→ **Assigned task**
Reprint the listing. Every line must match the original exactly.

★ ★ ★ ★ ★

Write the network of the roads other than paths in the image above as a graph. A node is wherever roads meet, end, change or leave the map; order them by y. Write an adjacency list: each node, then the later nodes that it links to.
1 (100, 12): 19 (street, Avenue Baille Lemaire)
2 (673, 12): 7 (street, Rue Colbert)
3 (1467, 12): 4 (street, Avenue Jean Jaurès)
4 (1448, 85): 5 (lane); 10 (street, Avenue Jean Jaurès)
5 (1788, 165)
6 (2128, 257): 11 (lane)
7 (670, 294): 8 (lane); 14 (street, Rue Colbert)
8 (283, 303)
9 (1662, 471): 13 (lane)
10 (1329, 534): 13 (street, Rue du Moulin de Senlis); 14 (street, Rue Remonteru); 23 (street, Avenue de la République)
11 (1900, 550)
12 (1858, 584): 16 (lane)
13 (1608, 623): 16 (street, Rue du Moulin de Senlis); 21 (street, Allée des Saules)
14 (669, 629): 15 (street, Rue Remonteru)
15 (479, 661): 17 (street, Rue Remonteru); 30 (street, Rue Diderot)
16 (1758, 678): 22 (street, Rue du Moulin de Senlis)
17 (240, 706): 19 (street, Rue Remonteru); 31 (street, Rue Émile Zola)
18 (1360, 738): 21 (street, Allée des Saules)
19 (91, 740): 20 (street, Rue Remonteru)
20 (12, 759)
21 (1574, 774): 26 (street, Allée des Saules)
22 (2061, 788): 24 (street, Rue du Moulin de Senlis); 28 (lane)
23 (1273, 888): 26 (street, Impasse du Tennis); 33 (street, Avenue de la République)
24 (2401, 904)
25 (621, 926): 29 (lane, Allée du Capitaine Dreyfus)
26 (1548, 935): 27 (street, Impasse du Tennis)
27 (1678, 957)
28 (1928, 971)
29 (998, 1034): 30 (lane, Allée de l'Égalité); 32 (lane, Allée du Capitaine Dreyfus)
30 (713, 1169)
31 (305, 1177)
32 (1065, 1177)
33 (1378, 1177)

★ ★ ★ ★ ★

→ **Expected output**
Write the network of the roads other than paths in the image above as a graph. A node is wherever roads meet, end, change or leave the map; order them by y. Write an adjacency list: each node, then the later nodes that it links to.
1 (100, 12): 19 (street, Avenue Baille Lemaire)
2 (673, 12): 7 (street, Rue Colbert)
3 (1467, 12): 4 (street, Avenue Jean Jaurès)
4 (1448, 85): 5 (lane); 10 (street, Avenue Jean Jaurès)
5 (1788, 165)
6 (2128, 257): 11 (lane)
7 (670, 294): 8 (lane); 14 (street, Rue Colbert)
8 (283, 303)
9 (1662, 471): 13 (lane)
10 (1329, 534): 13 (street, Rue du Moulin de Senlis); 14 (street, Rue Remonteru); 23 (street, Avenue de la République)
11 (1900, 550)
12 (1858, 584): 16 (lane)
13 (1608, 623): 16 (street, Rue du Moulin de Senlis); 21 (street, Allée des Saules)
14 (669, 629): 15 (street, Rue Remonteru)
15 (479, 661): 17 (street, Rue Remonteru); 30 (street, Rue Diderot)
16 (1758, 678): 22 (street, Rue du Moulin de Senlis)
17 (240, 706): 19 (street, Rue Remonteru); 31 (street, Rue Émile Zola)
18 (1360, 738): 21 (street, Allée des Saules)
19 (91, 740): 20 (street, Rue Remonteru)
20 (12, 759)
21 (1574, 774): 26 (street, Allée des Saules)
22 (2061, 788): 24 (street, Rue du Moulin de Senlis); 28 (lane)
23 (1273, 888): 26 (street, Impasse du Tennis); 33 (street, Avenue de la République)
24 (2401, 904)
25 (621, 926): 29 (lane, Allée du Capitaine Dreyfus)
26 (1548, 935): 27 (street, Impasse du Tennis)
27 (1678, 957)
28 (1928, 971)
29 (998, 1034): 30 (lane, Allée de l'Égalité); 32 (lane, Allée du Capitaine Dreyfus)
30 (713, 1169)
31 (305, 1177)
32 (1065, 1177)
33 (1378, 1177)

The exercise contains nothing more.